É possível haver uma mudança com a mediatização do vosso caso?

Eu tenho a obrigação de tentar ser racional. A partir dos elementos que tenho, partindo da nossa história, não tenho grandes expetativas. Eu vou como [Amílcar] Cabral. Espero o melhor mas vou preparado para o pior. Nós não estamos só a lutar contra esses 18 agentes que estão no banco dos réus. Eles fazem parte do Estado que é uma estrutura que durante muito tempo legitimou essa prática de violência.

É uma luta contra a história?

Sim e eu não sei se vai haver uma viragem. Claro que o pessoal tem esperança que se faça justiça, que o terrorismo dos fardados acabe e possa ser a primeira vez que vejam algo que devolva à população a crença nesta justiça. 

Neste julgamento estiveste cara a cara com os agentes?
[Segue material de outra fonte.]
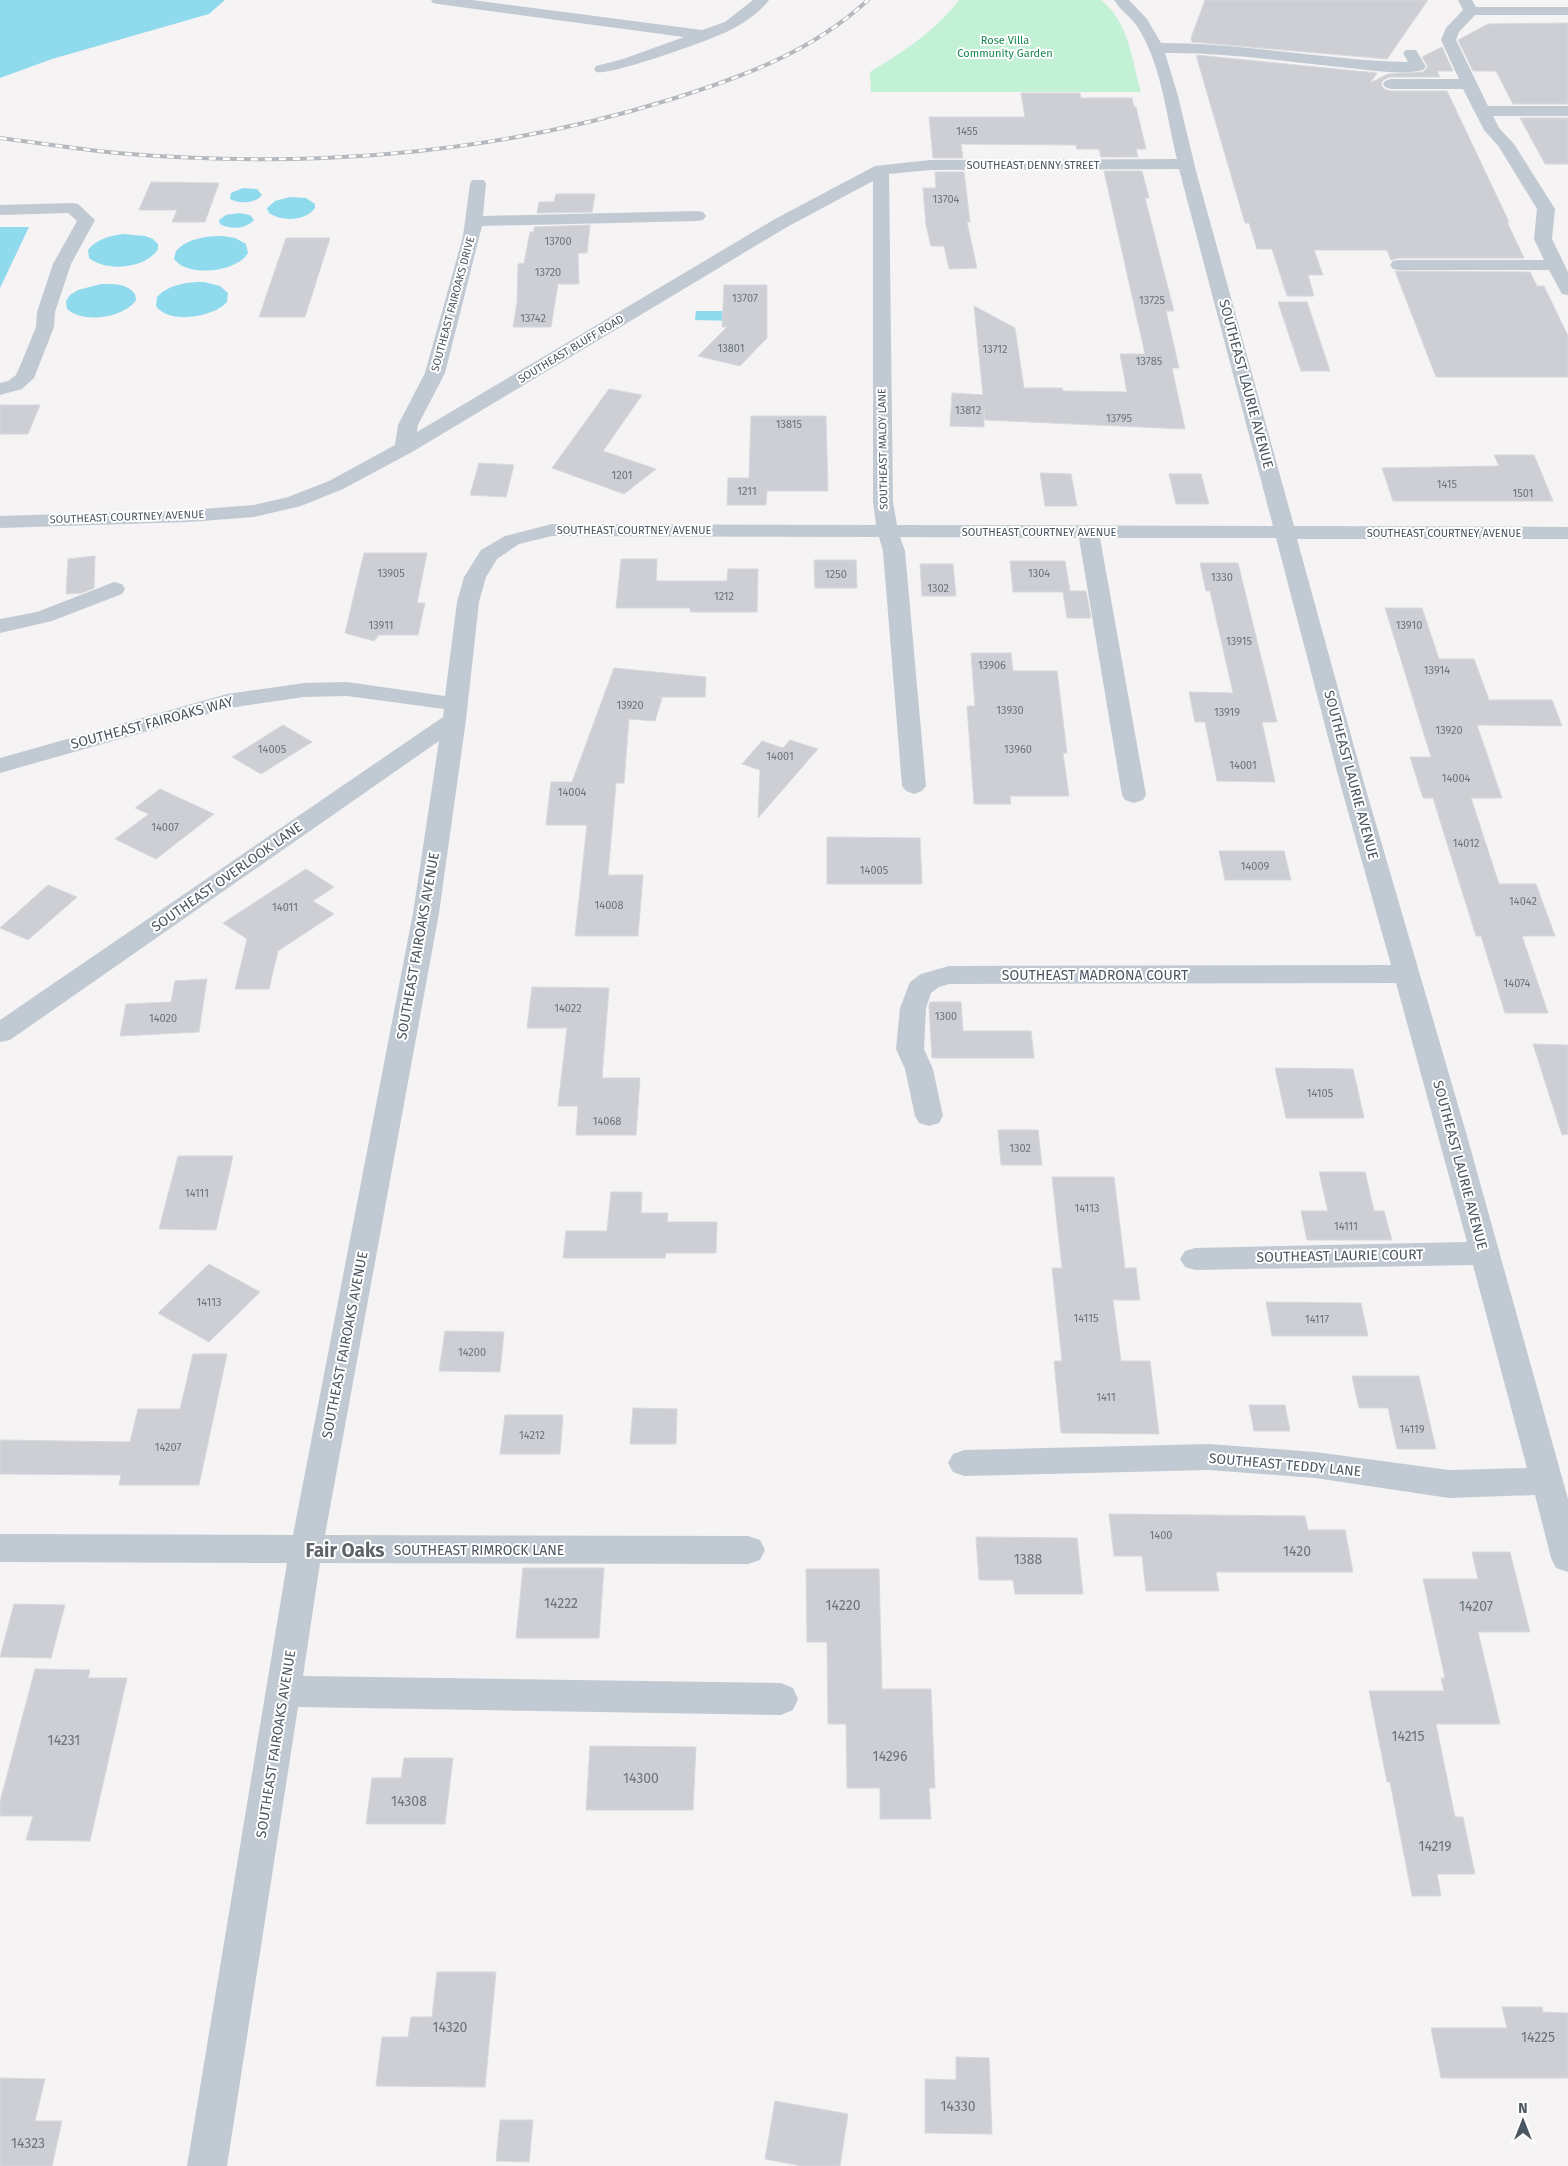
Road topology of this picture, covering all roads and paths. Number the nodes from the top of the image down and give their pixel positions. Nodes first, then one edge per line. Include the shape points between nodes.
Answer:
1 (438, 0) edge
2 (762, 0) edge
3 (1121, 0) edge
4 (1468, 5) edge
5 (1568, 11) edge
6 (704, 35) junction
7 (1155, 48) junction
8 (1411, 52) dead end
9 (602, 69) dead end
10 (1365, 76) junction
11 (1469, 84) junction
12 (1484, 111) junction
13 (1568, 111) edge
14 (1186, 164) junction
15 (880, 170) junction
16 (478, 184) dead end
17 (0, 210) edge
18 (697, 216) dead end
19 (474, 221) junction
20 (1399, 265) dead end
21 (1556, 265) junction
22 (1568, 290) edge
23 (0, 389) edge
24 (405, 448) junction
25 (254, 511) joint
26 (0, 522) edge
27 (888, 531) junction
28 (1089, 533) junction
29 (1286, 533) junction
30 (1568, 533) edge
31 (512, 540) joint
32 (114, 588) dead end
33 (0, 626) edge
34 (455, 712) junction
35 (0, 766) edge
36 (914, 786) dead end
37 (1134, 795) dead end
38 (1407, 974) junction
39 (0, 1033) edge
40 (929, 1116) dead end
41 (1484, 1254) junction
42 (1195, 1259) dead end
43 (964, 1463) dead end
44 (1555, 1496) edge
45 (0, 1548) edge
46 (306, 1550) junction
47 (748, 1550) dead end
48 (1568, 1558) edge
49 (284, 1691) junction
50 (781, 1699) dead end
51 (208, 2166) edge

1 - 6 street
2 - 6 street via 730,25
3 - 7 street, SOUTHEAST LAURIE AVENUE via 1144,25
4 - 5 street
4 - 11 street via 1448,40
6 - 9 street via 628,63
7 - 10 street via 1194,47
7 - 14 street, SOUTHEAST LAURIE AVENUE
8 - 10 street via 1418,67 1377,67
10 - 11 street
11 - 12 street
12 - 13 street
12 - 21 street via 1492,130 1506,144 1546,210 1543,240
14 - 15 street, SOUTHEAST DENNY STREET via 930,165
14 - 29 street, SOUTHEAST LAURIE AVENUE
15 - 24 street, SOUTHEAST BLUFF ROAD via 772,228
15 - 27 street, SOUTHEAST MALOY LANE via 883,502
16 - 19 street, SOUTHEAST FAIROAKS DRIVE
17 - 23 street via 72,208 86,220 62,264 46,312 45,327 24,378 15,385
18 - 19 street
19 - 24 street, SOUTHEAST FAIROAKS DRIVE via 435,373 408,425
20 - 21 street
21 - 22 street
24 - 25 street, SOUTHEAST BLUFF ROAD via 336,485 294,502
25 - 26 street, SOUTHEAST COURTNEY AVENUE
27 - 28 street, SOUTHEAST COURTNEY AVENUE
27 - 31 street, SOUTHEAST COURTNEY AVENUE via 552,530
27 - 36 street, SOUTHEAST MALOY LANE via 894,551
28 - 29 street, SOUTHEAST COURTNEY AVENUE
28 - 37 street
29 - 30 street, SOUTHEAST COURTNEY AVENUE
29 - 38 street, SOUTHEAST LAURIE AVENUE
31 - 34 street, SOUTHEAST FAIROAKS AVENUE via 489,555 475,577 468,602
32 - 33 street via 33,621
34 - 35 street, SOUTHEAST FAIROAKS WAY via 347,690 304,690 227,701
34 - 39 street, SOUTHEAST OVERLOOK LANE
34 - 46 street, SOUTHEAST FAIROAKS AVENUE via 426,913
38 - 40 street, SOUTHEAST MADRONA COURT via 949,975 930,980 919,988 913,1008 910,1049 919,1068
38 - 41 street, SOUTHEAST LAURIE AVENUE
41 - 42 street, SOUTHEAST LAURIE COURT
41 - 44 street, SOUTHEAST LAURIE AVENUE
43 - 44 street, SOUTHEAST TEDDY LANE via 1209,1457 1315,1465
44 - 48 street, SOUTHEAST LAURIE AVENUE
45 - 46 street, SOUTHEAST RIMROCK LANE
46 - 47 street, SOUTHEAST RIMROCK LANE
46 - 49 street, SOUTHEAST FAIROAKS AVENUE
49 - 50 street
49 - 51 street, SOUTHEAST FAIROAKS AVENUE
Não, não estive, mas mesmo que estivessem lá eu ia ser honesto da mesma forma. No julgamento, chegou uma fase em que eu comecei a chorar e não tenho vergonha disso porque somos educados para reprimir aquilo que sentimos e não foi um sinal de fraqueza. Foi basicamente naturalizar a minha humanidade. Eu não sou obrigado a reprimir quando estou a sentir dor só para dizer que eu não sinto dor. E não foi porque me torturaram. Foram lágrimas de indignação pelo que fizeram a uma pessoa com mobilidade reduzida [Rui Moniz, um dos agredidos, que teve um AVC aos nove anos e tem o braço paralisado]. Isso é crueldade e ainda por cima eles tiveram prazer em fazê-lo. É cobardia. Foi isso que me indignou. Não é que tivesse pensado em desistir. Na minha cabeça, desistir não faz parte do meu vocabulário. Eu estou todos os dias aqui no Moinho da Juventude a fazer o meu trabalho com a comunidade. Decidi não aceitar validar o sistema que nos oprime. Eles escolheram torturar-nos e nós escolhemos resistir.